January 14th, 2014 9:22 pm by Gary B. Gray

Flood-prone Johnson City intersection gets upgrade

(Photos by Lee Talbert/Johnson City Press)


Another substantial link in Johnson City’s long-term flood mitigation plan is in full swing at the intersection of South Broadway and East Main streets, an area where businesses are hit hard during rain events and sustain more than their fair share of damage. 


The low-lying area northeast of downtown may not be getting the trees, landscaping, bridges walkways, and various aesthetic goodies the way Founders Park is. But it is a crucial city crossroads, and major infrastructure fixes are on the way that should greatly improve stormwater and traffic flow.   


“This was a planned intersection improvement, but it just so happened this also was an area needing flood mitigation,” Public Works Director Phil Pindzola said. “Three improvements actually are being made that tie together into one project: putting in a new drainage structure, creating and enlarging a wetlands area and upgrading an intersection to improve safety.”


Scotchman Exxon, Johnson City Discount Grocery, Babies on Broadway and other businesses near the intersection have typically been hardest hit by flooding, with water generally flowing from the Johnson City Housing Authority property to the intersection where the majority of the water flows to the left down Broadway.


The biggest problems originate from overflow of a Brush Creek tributary that feeds down through the Keystone area. The contractor has set up a pumping system at a low spot near the intersection for now to redirect that water into a temporary piping system, which carries it back to the creek.  


Flooding has occurred basically because the pipes meant to carry it were blocked or too small. There also are two legs to the tributary. One starts near Legion Street and runs through Memorial Park, and this is the main troublemaker.
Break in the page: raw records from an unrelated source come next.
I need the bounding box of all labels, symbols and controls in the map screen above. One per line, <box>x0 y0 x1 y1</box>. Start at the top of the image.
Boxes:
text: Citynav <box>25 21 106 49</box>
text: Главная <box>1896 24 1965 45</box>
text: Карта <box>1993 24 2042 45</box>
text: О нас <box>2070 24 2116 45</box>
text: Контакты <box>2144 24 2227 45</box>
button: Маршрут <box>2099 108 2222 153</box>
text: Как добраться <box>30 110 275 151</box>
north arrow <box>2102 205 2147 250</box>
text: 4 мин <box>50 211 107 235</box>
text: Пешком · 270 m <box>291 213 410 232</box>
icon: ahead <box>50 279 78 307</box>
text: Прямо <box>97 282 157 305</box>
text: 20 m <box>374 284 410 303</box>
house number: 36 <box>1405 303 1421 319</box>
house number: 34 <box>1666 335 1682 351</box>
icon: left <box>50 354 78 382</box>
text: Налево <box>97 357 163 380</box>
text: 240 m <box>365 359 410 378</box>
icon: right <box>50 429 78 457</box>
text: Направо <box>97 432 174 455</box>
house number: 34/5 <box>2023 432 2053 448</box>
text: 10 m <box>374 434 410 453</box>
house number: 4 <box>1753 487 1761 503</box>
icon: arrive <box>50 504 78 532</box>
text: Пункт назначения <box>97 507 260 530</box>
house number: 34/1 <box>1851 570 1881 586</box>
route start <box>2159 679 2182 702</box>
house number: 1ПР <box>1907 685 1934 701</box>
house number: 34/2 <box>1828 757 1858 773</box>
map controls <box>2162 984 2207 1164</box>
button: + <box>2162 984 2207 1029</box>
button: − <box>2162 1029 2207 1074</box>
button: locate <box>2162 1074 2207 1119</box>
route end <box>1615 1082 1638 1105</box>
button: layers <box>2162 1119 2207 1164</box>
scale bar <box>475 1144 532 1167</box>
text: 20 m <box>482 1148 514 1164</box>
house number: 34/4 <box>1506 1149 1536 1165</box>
The other runs through the neighborhood and then through small box culverts. 


“When flooding occurs, we have to barricade the streets,” Pindzola said. “Our intention is to not have streets that are impassable during these kind of events.”


The city awarded a $833,000 contract to Elizabethton’s Summers Taylor to replace old 48-inch underground pipe with a new 3-foot by 12-foot culvert from the housing authority property, under the intersection and along the north side of South Broadway, where it will empty into the expanded wetlands area. 


“The city is excavating an area on that side of the street from the existing wetlands below Iris Glen to an outlet structure constructed by Summers Taylor,” Pindzola said. “I’ve just seen the inside of some of the old pipe, and it looks like a clogged artery. This will help us capture water that used to accumulate on the housing authority property a spill out onto the intersection. The new culvert has a 36-square-foot capacity -- three times that of the old pipe.”


Workers with the company were laying sections of the culvert on Tuesday, nearing the busy intersection, which Pindzola said could prove to be tricky.


“There’s a lot of traffic flowing through there, and that’s where the city comes in,” he said. “Summers Taylor is responsible for rebuilding Broadway, including resetting the curbs and repaving the intersection.”


The city, which will spend about $250,00, will then reset the rest of the curbing, create a designated left turn lane, center drive and designated right turn lane for each of the four entrances to that intersection. New traffic signals also will be installed that incorporate the mast arm design, which support the signals horizontally above the road.